▸ **Exercise objective**: Your task is to return all of the entries below exactly, leaving out each picture.

****

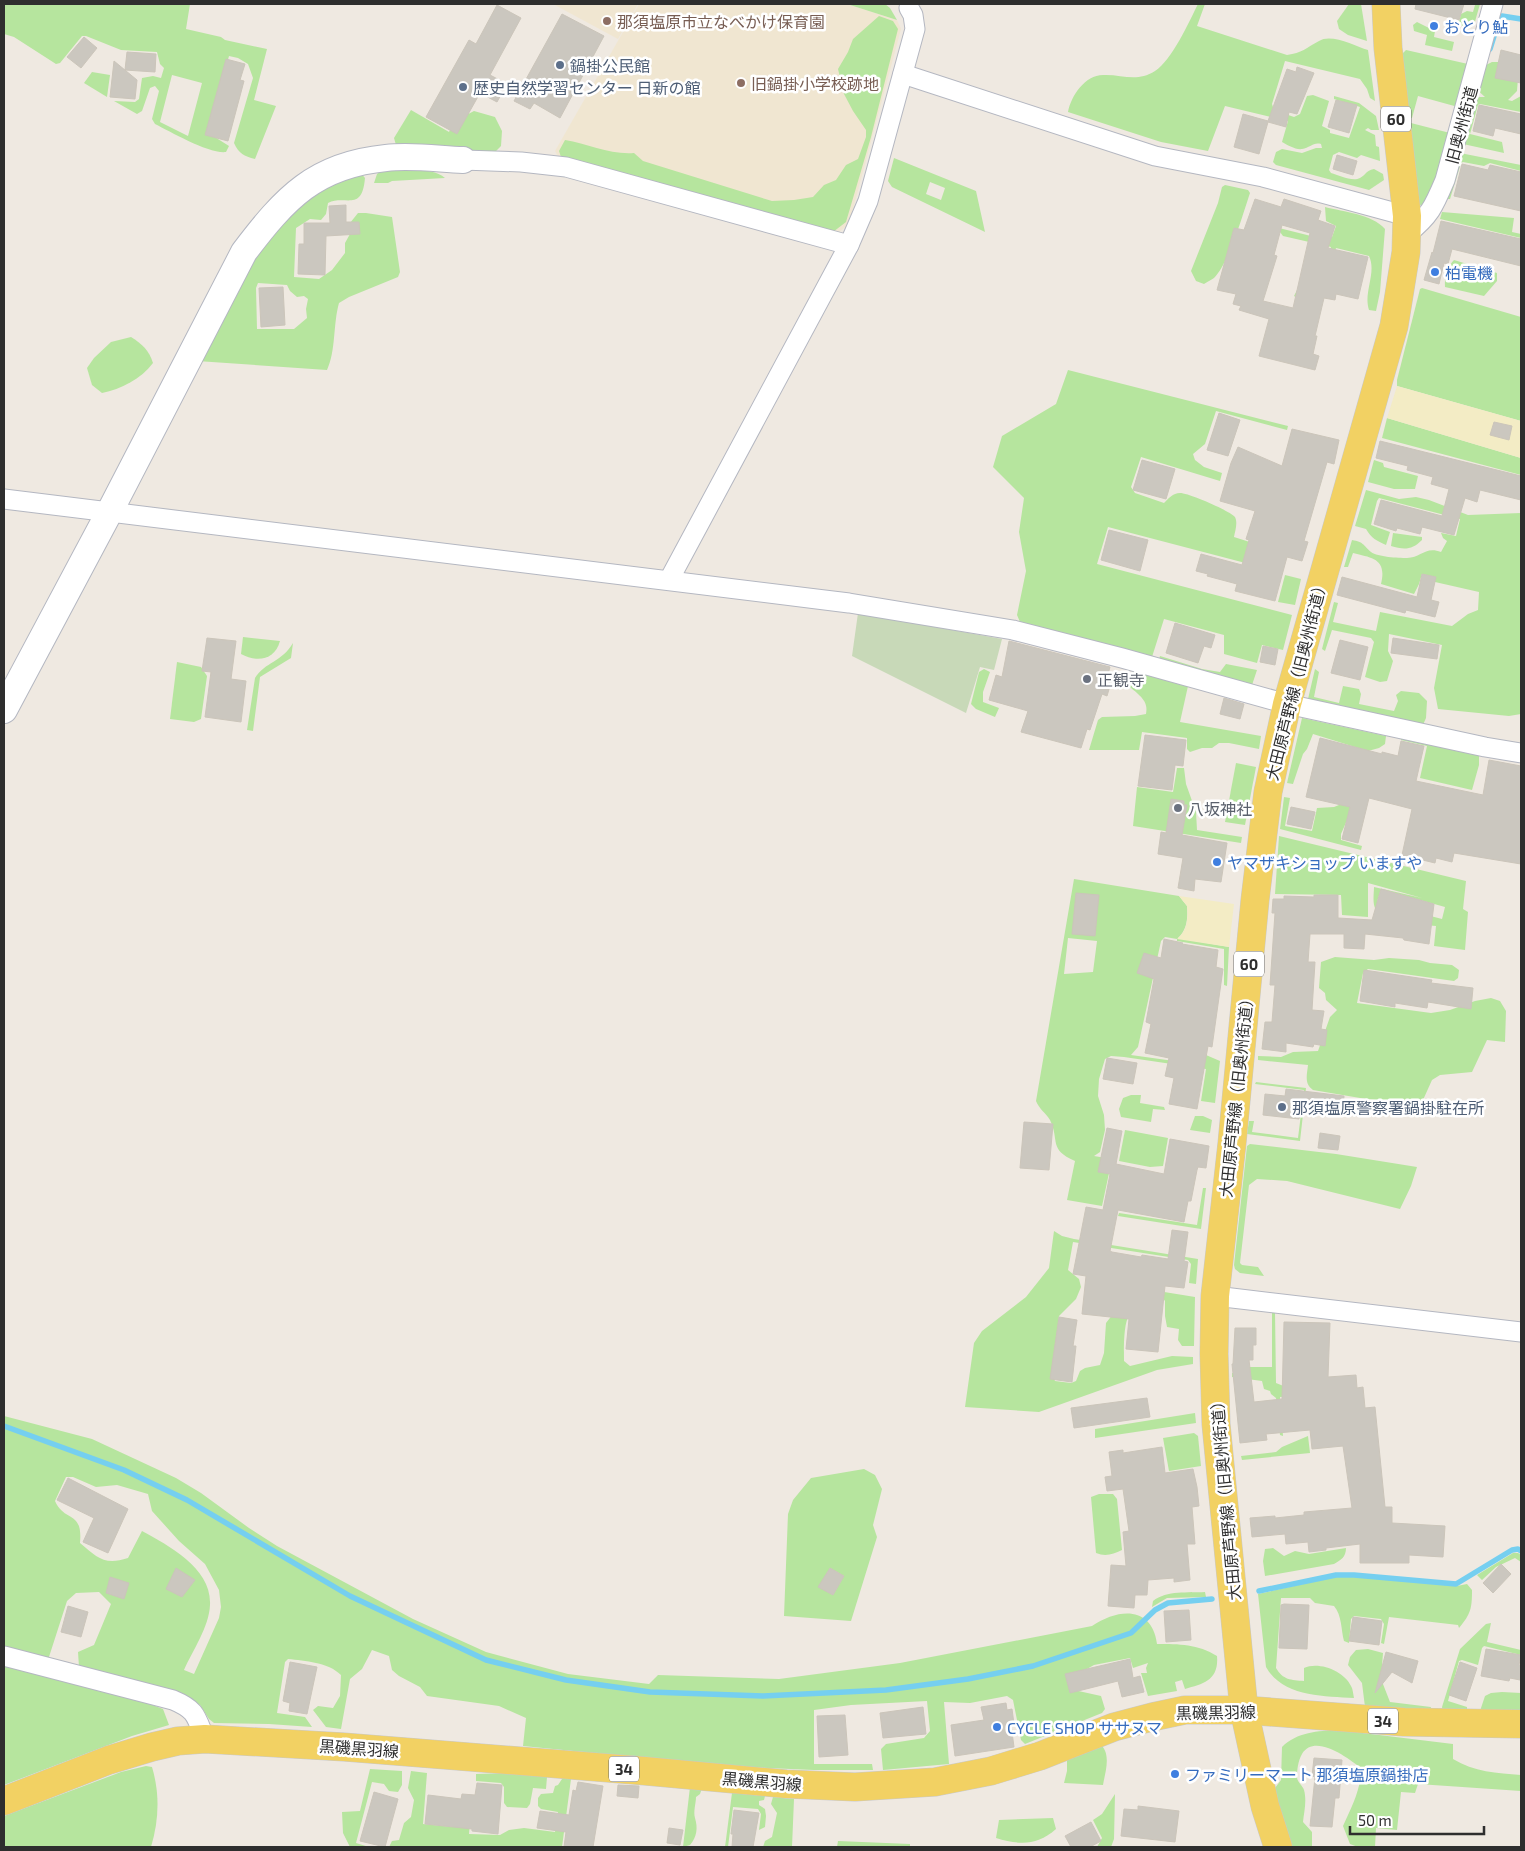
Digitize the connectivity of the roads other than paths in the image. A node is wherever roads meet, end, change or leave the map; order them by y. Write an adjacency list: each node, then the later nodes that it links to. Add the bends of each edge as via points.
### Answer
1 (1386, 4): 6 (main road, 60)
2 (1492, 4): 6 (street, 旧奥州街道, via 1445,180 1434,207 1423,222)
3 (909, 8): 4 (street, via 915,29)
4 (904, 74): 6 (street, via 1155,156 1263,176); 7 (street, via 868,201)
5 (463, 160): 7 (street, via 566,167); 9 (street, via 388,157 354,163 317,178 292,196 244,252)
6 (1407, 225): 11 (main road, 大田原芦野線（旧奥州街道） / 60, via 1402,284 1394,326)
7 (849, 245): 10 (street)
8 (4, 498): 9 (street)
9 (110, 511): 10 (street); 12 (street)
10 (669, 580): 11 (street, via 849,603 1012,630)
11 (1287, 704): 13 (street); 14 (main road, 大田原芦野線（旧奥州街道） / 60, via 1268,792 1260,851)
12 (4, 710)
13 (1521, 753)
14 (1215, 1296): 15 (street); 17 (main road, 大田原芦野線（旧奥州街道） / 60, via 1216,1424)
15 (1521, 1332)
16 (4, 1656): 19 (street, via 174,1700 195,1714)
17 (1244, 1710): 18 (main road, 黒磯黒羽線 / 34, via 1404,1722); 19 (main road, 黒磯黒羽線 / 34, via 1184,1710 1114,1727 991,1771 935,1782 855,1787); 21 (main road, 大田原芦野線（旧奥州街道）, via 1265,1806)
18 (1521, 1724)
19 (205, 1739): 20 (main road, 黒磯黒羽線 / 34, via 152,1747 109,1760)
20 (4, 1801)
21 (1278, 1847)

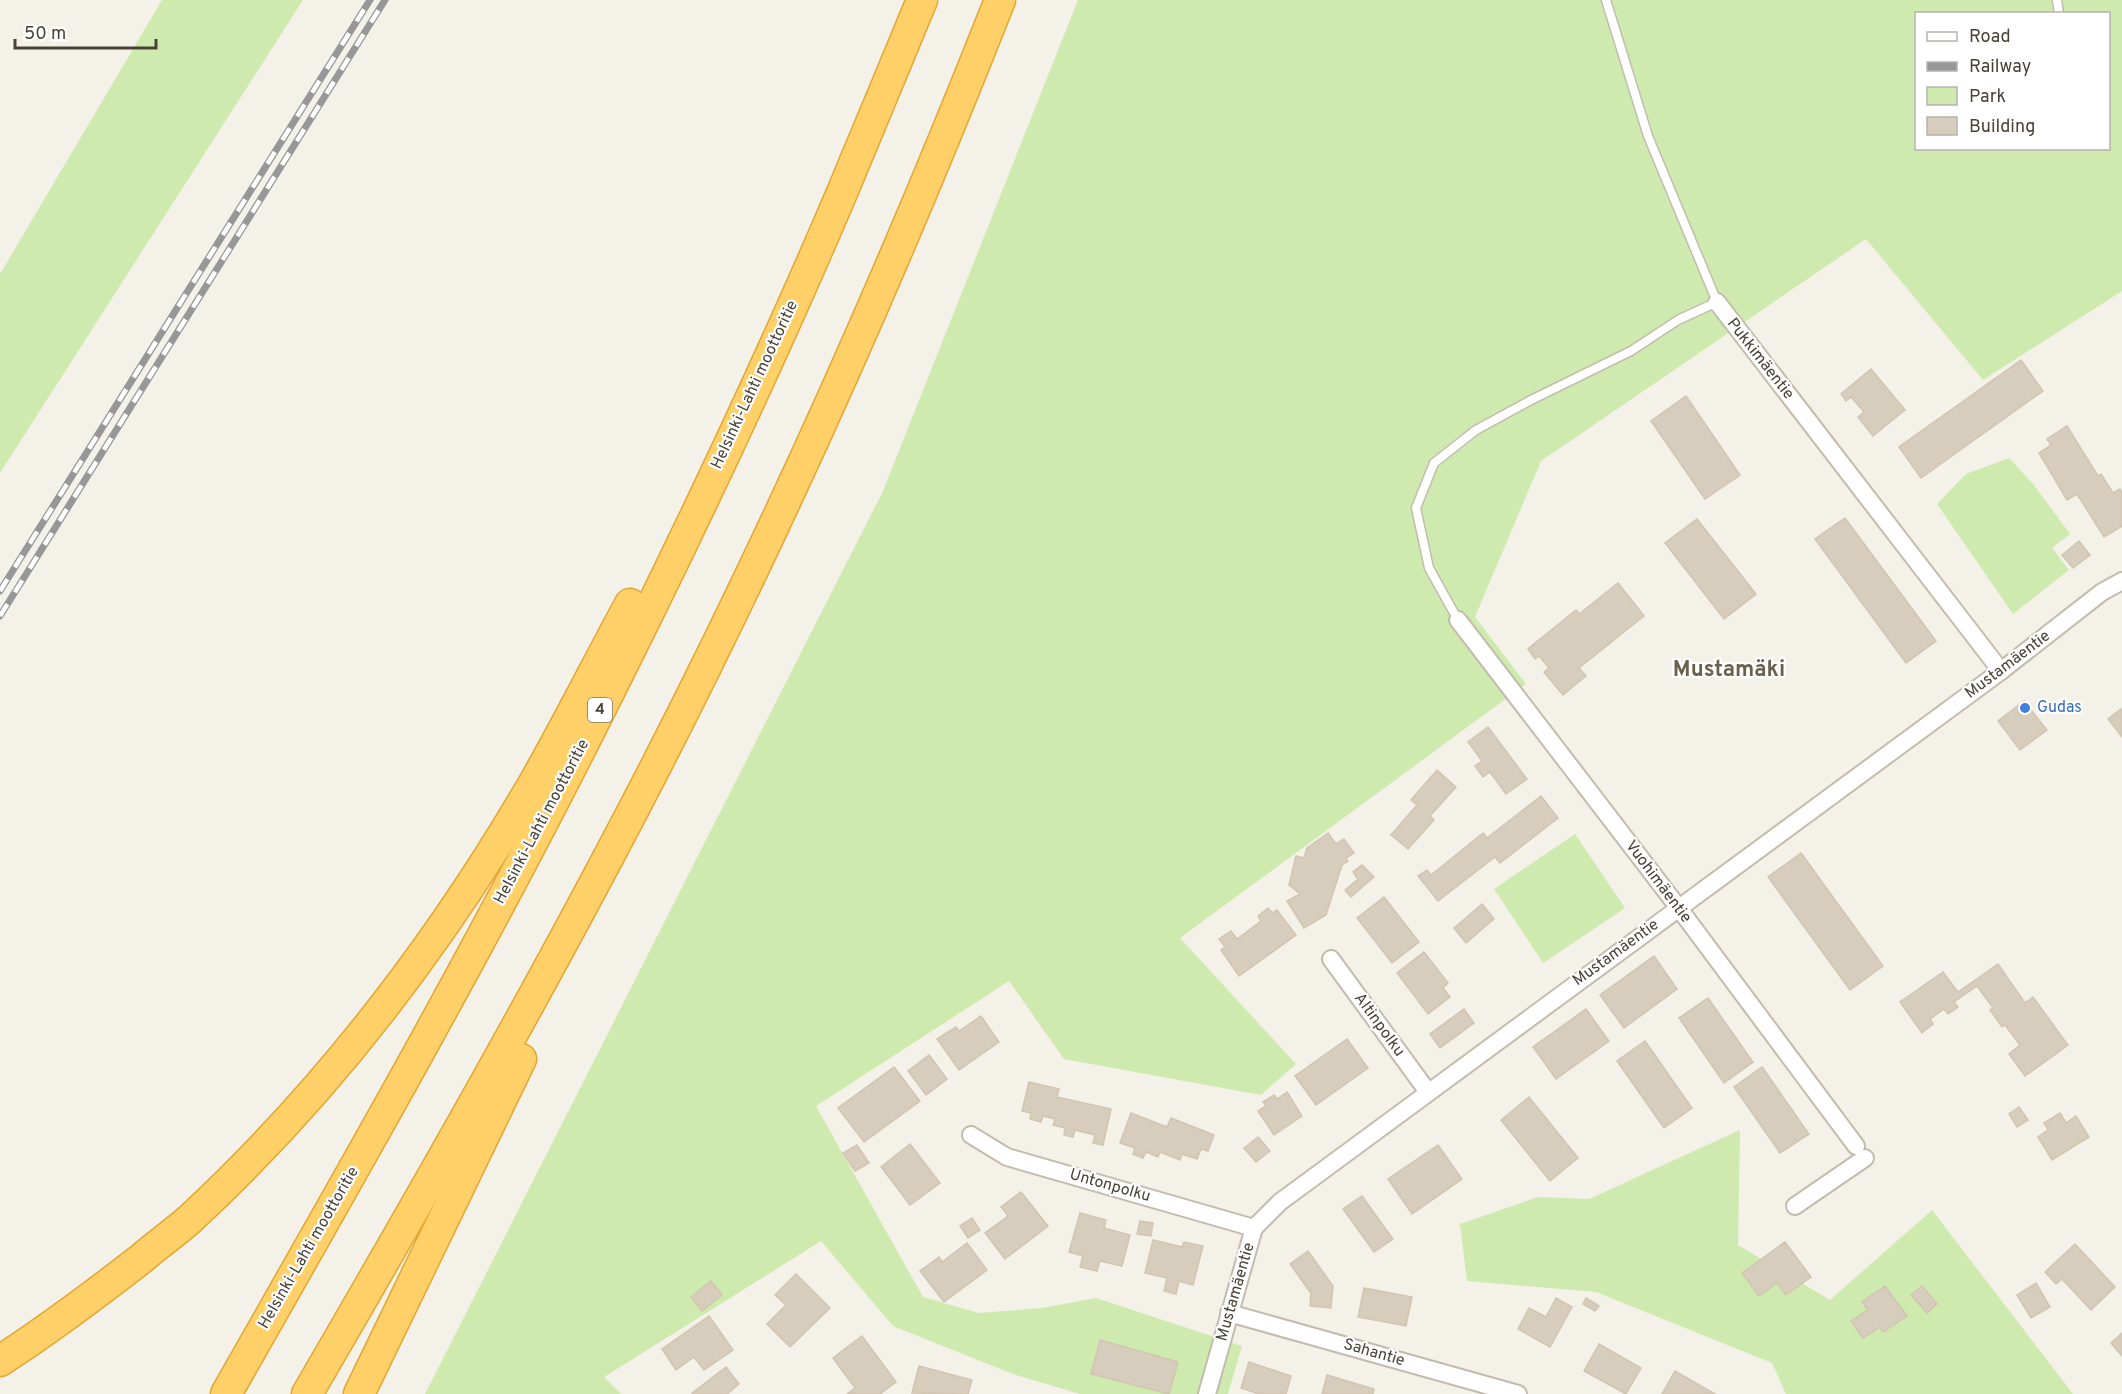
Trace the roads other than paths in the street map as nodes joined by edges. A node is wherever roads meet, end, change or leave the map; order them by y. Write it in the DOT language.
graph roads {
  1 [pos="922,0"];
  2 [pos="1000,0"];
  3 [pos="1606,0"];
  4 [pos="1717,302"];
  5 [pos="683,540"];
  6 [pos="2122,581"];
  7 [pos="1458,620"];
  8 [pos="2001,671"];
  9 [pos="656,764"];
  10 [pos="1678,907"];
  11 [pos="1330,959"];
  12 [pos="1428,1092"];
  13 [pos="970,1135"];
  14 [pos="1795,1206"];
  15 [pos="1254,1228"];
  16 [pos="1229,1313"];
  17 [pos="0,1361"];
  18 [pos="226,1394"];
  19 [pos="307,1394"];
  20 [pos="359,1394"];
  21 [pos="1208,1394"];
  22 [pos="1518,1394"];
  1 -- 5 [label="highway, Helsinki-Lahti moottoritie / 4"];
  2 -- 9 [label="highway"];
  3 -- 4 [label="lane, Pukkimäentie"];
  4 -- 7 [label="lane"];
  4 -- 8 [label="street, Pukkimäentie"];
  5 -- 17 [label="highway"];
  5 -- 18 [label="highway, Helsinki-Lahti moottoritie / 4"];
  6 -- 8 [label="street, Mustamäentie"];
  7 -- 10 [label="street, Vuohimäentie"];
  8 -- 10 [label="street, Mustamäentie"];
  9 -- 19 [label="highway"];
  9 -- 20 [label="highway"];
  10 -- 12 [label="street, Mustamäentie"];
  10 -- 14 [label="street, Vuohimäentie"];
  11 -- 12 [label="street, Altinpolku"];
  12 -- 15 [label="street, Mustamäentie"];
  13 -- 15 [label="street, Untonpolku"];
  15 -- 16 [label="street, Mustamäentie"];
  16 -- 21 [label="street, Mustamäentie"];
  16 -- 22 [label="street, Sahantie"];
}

****

▸ **Completed task**:
Digitize the connectivity of the roads other than paths in the image. A node is wherever roads meet, end, change or leave the map; order them by y. Write an adjacency list: each node, then the later nodes that it links to. Add the bends of each edge as via points.
### Answer
1 (1386, 4): 6 (main road, 60)
2 (1492, 4): 6 (street, 旧奥州街道, via 1445,180 1434,207 1423,222)
3 (909, 8): 4 (street, via 915,29)
4 (904, 74): 6 (street, via 1155,156 1263,176); 7 (street, via 868,201)
5 (463, 160): 7 (street, via 566,167); 9 (street, via 388,157 354,163 317,178 292,196 244,252)
6 (1407, 225): 11 (main road, 大田原芦野線（旧奥州街道） / 60, via 1402,284 1394,326)
7 (849, 245): 10 (street)
8 (4, 498): 9 (street)
9 (110, 511): 10 (street); 12 (street)
10 (669, 580): 11 (street, via 849,603 1012,630)
11 (1287, 704): 13 (street); 14 (main road, 大田原芦野線（旧奥州街道） / 60, via 1268,792 1260,851)
12 (4, 710)
13 (1521, 753)
14 (1215, 1296): 15 (street); 17 (main road, 大田原芦野線（旧奥州街道） / 60, via 1216,1424)
15 (1521, 1332)
16 (4, 1656): 19 (street, via 174,1700 195,1714)
17 (1244, 1710): 18 (main road, 黒磯黒羽線 / 34, via 1404,1722); 19 (main road, 黒磯黒羽線 / 34, via 1184,1710 1114,1727 991,1771 935,1782 855,1787); 21 (main road, 大田原芦野線（旧奥州街道）, via 1265,1806)
18 (1521, 1724)
19 (205, 1739): 20 (main road, 黒磯黒羽線 / 34, via 152,1747 109,1760)
20 (4, 1801)
21 (1278, 1847)

Trace the roads other than paths in the street map as nodes joined by edges. A node is wherever roads meet, end, change or leave the map; order them by y. Write it in the DOT language.
graph roads {
  1 [pos="922,0"];
  2 [pos="1000,0"];
  3 [pos="1606,0"];
  4 [pos="1717,302"];
  5 [pos="683,540"];
  6 [pos="2122,581"];
  7 [pos="1458,620"];
  8 [pos="2001,671"];
  9 [pos="656,764"];
  10 [pos="1678,907"];
  11 [pos="1330,959"];
  12 [pos="1428,1092"];
  13 [pos="970,1135"];
  14 [pos="1795,1206"];
  15 [pos="1254,1228"];
  16 [pos="1229,1313"];
  17 [pos="0,1361"];
  18 [pos="226,1394"];
  19 [pos="307,1394"];
  20 [pos="359,1394"];
  21 [pos="1208,1394"];
  22 [pos="1518,1394"];
  1 -- 5 [label="highway, Helsinki-Lahti moottoritie / 4"];
  2 -- 9 [label="highway"];
  3 -- 4 [label="lane, Pukkimäentie"];
  4 -- 7 [label="lane"];
  4 -- 8 [label="street, Pukkimäentie"];
  5 -- 17 [label="highway"];
  5 -- 18 [label="highway, Helsinki-Lahti moottoritie / 4"];
  6 -- 8 [label="street, Mustamäentie"];
  7 -- 10 [label="street, Vuohimäentie"];
  8 -- 10 [label="street, Mustamäentie"];
  9 -- 19 [label="highway"];
  9 -- 20 [label="highway"];
  10 -- 12 [label="street, Mustamäentie"];
  10 -- 14 [label="street, Vuohimäentie"];
  11 -- 12 [label="street, Altinpolku"];
  12 -- 15 [label="street, Mustamäentie"];
  13 -- 15 [label="street, Untonpolku"];
  15 -- 16 [label="street, Mustamäentie"];
  16 -- 21 [label="street, Mustamäentie"];
  16 -- 22 [label="street, Sahantie"];
}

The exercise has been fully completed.